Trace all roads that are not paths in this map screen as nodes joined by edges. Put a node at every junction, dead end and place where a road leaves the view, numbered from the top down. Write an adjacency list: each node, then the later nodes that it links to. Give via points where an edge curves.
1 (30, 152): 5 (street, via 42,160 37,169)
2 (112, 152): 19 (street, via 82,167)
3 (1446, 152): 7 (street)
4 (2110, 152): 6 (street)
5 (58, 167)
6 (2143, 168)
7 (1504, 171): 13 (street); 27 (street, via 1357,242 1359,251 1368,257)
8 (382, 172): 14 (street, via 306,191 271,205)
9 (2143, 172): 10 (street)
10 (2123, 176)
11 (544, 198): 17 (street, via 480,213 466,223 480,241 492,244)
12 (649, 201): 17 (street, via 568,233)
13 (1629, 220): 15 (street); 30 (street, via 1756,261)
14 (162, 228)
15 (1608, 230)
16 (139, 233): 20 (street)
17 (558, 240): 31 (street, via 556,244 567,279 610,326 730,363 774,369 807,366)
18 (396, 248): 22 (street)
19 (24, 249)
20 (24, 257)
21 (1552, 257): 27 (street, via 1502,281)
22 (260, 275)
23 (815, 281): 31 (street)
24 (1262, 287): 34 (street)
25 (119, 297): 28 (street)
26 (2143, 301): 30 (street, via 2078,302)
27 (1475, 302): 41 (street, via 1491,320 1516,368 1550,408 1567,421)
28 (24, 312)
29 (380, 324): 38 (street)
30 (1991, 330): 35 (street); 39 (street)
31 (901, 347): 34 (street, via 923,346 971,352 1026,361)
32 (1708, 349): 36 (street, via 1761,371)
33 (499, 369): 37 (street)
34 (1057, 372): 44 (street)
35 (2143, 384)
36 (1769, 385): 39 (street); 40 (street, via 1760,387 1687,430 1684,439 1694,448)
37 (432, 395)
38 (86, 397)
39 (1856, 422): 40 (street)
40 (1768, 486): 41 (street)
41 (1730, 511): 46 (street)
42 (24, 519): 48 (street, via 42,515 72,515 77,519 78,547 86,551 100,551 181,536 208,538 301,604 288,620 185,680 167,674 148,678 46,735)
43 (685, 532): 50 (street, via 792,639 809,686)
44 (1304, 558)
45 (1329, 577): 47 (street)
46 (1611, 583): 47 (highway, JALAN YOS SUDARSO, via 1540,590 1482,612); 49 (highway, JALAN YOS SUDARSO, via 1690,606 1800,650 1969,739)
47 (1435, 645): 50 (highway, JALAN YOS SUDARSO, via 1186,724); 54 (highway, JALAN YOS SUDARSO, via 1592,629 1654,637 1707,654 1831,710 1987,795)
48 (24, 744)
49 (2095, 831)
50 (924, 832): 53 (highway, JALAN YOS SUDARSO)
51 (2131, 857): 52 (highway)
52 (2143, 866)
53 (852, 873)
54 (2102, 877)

* **Exercise directions**
Check each line of the data above for the word "JALAN" and copy the ones where it is found.

* **Reply to the exercise**
46 (1611, 583): 47 (highway, JALAN YOS SUDARSO, via 1540,590 1482,612); 49 (highway, JALAN YOS SUDARSO, via 1690,606 1800,650 1969,739)
47 (1435, 645): 50 (highway, JALAN YOS SUDARSO, via 1186,724); 54 (highway, JALAN YOS SUDARSO, via 1592,629 1654,637 1707,654 1831,710 1987,795)
50 (924, 832): 53 (highway, JALAN YOS SUDARSO)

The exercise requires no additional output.